▶ Exercise description
Although the data below holds other lines too, output only those from the line with "middle tip: (306, 187)" up to and including the line with "pinky pip: (225, 218)", exactly as they appear.
+++ Data in this exercise
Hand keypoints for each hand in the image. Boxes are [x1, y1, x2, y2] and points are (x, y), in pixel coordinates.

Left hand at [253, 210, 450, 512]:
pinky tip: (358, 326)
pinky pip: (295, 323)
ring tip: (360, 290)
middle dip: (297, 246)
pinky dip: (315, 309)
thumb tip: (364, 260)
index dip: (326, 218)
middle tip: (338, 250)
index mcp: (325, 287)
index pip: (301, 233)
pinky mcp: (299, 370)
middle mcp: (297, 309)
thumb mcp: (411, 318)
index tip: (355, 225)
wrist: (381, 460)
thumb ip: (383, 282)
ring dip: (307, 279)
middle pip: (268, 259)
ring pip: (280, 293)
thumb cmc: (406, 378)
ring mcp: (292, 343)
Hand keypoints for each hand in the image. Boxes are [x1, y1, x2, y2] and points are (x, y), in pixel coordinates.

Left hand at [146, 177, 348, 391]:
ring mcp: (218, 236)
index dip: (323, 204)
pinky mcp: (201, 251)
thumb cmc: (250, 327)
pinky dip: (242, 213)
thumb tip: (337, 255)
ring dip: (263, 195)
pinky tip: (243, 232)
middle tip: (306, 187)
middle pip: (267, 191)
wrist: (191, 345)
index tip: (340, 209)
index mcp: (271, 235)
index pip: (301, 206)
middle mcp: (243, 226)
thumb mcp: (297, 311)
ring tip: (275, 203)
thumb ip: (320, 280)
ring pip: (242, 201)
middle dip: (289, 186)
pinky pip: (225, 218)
++++++
+++ Data in this exercise
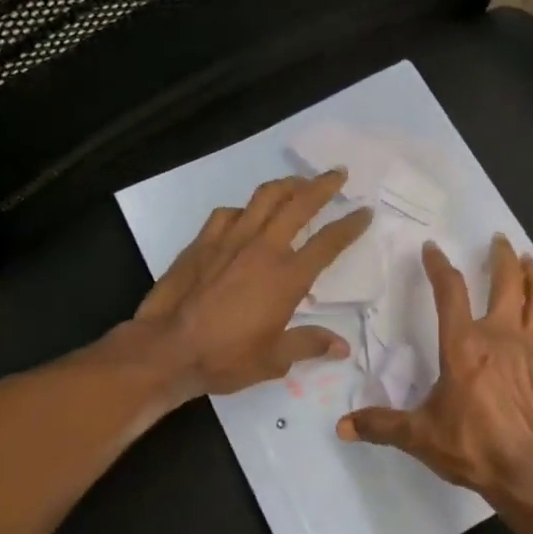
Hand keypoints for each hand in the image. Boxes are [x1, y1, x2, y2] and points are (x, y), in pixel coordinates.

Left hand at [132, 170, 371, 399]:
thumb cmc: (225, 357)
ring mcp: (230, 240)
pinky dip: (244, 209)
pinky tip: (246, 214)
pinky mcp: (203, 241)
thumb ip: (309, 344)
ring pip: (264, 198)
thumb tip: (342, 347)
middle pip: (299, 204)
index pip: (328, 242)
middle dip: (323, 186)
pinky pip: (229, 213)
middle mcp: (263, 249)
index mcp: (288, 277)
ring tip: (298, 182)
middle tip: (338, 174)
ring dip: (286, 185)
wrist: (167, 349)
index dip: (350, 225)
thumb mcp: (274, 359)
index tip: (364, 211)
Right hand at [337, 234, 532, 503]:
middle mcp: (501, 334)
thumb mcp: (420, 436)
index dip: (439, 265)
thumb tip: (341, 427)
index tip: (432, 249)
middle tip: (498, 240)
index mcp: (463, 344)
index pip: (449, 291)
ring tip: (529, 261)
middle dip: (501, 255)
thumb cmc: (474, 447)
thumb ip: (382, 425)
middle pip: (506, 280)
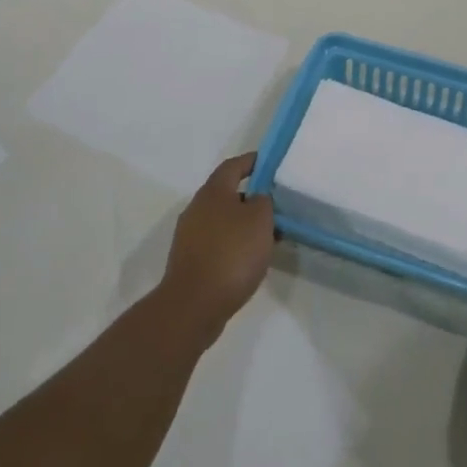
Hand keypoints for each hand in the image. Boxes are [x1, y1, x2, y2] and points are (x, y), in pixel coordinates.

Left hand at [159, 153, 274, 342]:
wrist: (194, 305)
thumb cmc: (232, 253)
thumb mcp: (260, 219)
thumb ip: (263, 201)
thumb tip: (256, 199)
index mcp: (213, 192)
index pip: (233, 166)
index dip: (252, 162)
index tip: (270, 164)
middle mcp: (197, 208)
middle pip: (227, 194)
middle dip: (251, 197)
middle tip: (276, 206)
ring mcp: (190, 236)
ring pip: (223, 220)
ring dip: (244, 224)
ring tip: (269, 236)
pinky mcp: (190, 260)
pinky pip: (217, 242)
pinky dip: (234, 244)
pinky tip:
++++++
▶ Answer for the task
middle tip: (306, 187)
middle pip: (267, 191)
wrist: (191, 345)
index tip: (340, 209)
index mcp: (271, 235)
index pip: (301, 206)
middle mcp: (243, 226)
thumb mcp: (297, 311)
ring tip: (275, 203)
thumb ip: (320, 280)
ring pip: (242, 201)
middle dip: (289, 186)
pinky pip: (225, 218)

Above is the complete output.